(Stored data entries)

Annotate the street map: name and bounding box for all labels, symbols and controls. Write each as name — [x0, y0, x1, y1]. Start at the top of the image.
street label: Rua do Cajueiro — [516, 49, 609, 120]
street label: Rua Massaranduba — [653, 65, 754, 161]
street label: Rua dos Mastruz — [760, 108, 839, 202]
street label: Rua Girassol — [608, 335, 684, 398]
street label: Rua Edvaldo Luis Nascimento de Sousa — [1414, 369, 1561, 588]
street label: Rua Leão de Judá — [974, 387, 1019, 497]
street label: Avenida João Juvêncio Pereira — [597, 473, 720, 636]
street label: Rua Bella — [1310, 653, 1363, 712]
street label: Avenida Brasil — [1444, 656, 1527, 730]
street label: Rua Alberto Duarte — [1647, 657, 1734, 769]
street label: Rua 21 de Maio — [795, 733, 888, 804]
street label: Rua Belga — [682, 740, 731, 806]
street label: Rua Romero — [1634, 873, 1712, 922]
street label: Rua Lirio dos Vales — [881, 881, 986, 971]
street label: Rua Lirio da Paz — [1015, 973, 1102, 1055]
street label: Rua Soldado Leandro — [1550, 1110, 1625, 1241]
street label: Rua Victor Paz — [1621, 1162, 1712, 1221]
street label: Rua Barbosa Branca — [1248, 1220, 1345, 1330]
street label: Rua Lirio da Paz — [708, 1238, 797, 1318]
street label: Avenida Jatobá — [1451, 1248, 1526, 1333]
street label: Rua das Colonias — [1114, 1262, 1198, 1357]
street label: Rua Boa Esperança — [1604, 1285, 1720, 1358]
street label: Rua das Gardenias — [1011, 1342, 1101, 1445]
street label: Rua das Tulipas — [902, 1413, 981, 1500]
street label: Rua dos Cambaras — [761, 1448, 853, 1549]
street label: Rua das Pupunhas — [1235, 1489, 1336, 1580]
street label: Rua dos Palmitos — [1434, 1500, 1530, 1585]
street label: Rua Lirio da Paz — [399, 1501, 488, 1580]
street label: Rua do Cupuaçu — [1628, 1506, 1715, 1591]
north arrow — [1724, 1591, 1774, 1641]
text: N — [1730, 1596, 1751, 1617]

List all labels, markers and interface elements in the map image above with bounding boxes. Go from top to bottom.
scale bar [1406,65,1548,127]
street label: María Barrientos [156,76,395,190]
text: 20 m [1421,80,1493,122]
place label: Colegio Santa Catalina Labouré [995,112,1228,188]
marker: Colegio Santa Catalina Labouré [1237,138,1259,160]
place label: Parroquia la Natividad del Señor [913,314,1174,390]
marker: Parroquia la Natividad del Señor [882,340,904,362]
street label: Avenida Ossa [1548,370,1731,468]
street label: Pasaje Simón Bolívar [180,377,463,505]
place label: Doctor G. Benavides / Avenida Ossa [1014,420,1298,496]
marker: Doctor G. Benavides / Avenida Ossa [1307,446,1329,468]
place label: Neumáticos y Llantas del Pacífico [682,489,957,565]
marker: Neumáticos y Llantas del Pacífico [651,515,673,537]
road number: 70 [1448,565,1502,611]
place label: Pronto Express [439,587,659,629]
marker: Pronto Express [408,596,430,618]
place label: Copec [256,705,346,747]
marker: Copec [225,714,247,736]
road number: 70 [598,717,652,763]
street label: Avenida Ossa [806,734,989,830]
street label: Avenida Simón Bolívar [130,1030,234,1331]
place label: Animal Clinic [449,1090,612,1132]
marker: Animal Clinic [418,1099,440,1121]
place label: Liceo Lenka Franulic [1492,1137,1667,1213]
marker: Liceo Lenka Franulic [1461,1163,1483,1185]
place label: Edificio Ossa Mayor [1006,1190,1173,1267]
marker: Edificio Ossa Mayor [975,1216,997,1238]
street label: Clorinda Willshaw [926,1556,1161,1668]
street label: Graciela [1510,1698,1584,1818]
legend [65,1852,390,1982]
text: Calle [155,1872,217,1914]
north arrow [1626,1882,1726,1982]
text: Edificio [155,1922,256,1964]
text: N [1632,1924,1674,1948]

● **EXERCISE DESCRIPTION**: Set down exactly the lines from the one that contains "List all labels, markers" to the final line above, both included, and nothing more.

● **WORKED SOLUTION**:
List all labels, markers and interface elements in the map image above with bounding boxes. Go from top to bottom.
scale bar [1406,65,1548,127]
street label: María Barrientos [156,76,395,190]
text: 20 m [1421,80,1493,122]
place label: Colegio Santa Catalina Labouré [995,112,1228,188]
marker: Colegio Santa Catalina Labouré [1237,138,1259,160]
place label: Parroquia la Natividad del Señor [913,314,1174,390]
marker: Parroquia la Natividad del Señor [882,340,904,362]
street label: Avenida Ossa [1548,370,1731,468]
street label: Pasaje Simón Bolívar [180,377,463,505]
place label: Doctor G. Benavides / Avenida Ossa [1014,420,1298,496]
marker: Doctor G. Benavides / Avenida Ossa [1307,446,1329,468]
place label: Neumáticos y Llantas del Pacífico [682,489,957,565]
marker: Neumáticos y Llantas del Pacífico [651,515,673,537]
road number: 70 [1448,565,1502,611]
place label: Pronto Express [439,587,659,629]
marker: Pronto Express [408,596,430,618]
place label: Copec [256,705,346,747]
marker: Copec [225,714,247,736]
road number: 70 [598,717,652,763]
street label: Avenida Ossa [806,734,989,830]
street label: Avenida Simón Bolívar [130,1030,234,1331]
place label: Animal Clinic [449,1090,612,1132]
marker: Animal Clinic [418,1099,440,1121]
place label: Liceo Lenka Franulic [1492,1137,1667,1213]
marker: Liceo Lenka Franulic [1461,1163,1483,1185]
place label: Edificio Ossa Mayor [1006,1190,1173,1267]
marker: Edificio Ossa Mayor [975,1216,997,1238]
street label: Clorinda Willshaw [926,1556,1161,1668]
street label: Graciela [1510,1698,1584,1818]
legend [65,1852,390,1982]
text: Calle [155,1872,217,1914]
north arrow [1626,1882,1726,1982]
text: Edificio [155,1922,256,1964]
text: N [1632,1924,1674,1948]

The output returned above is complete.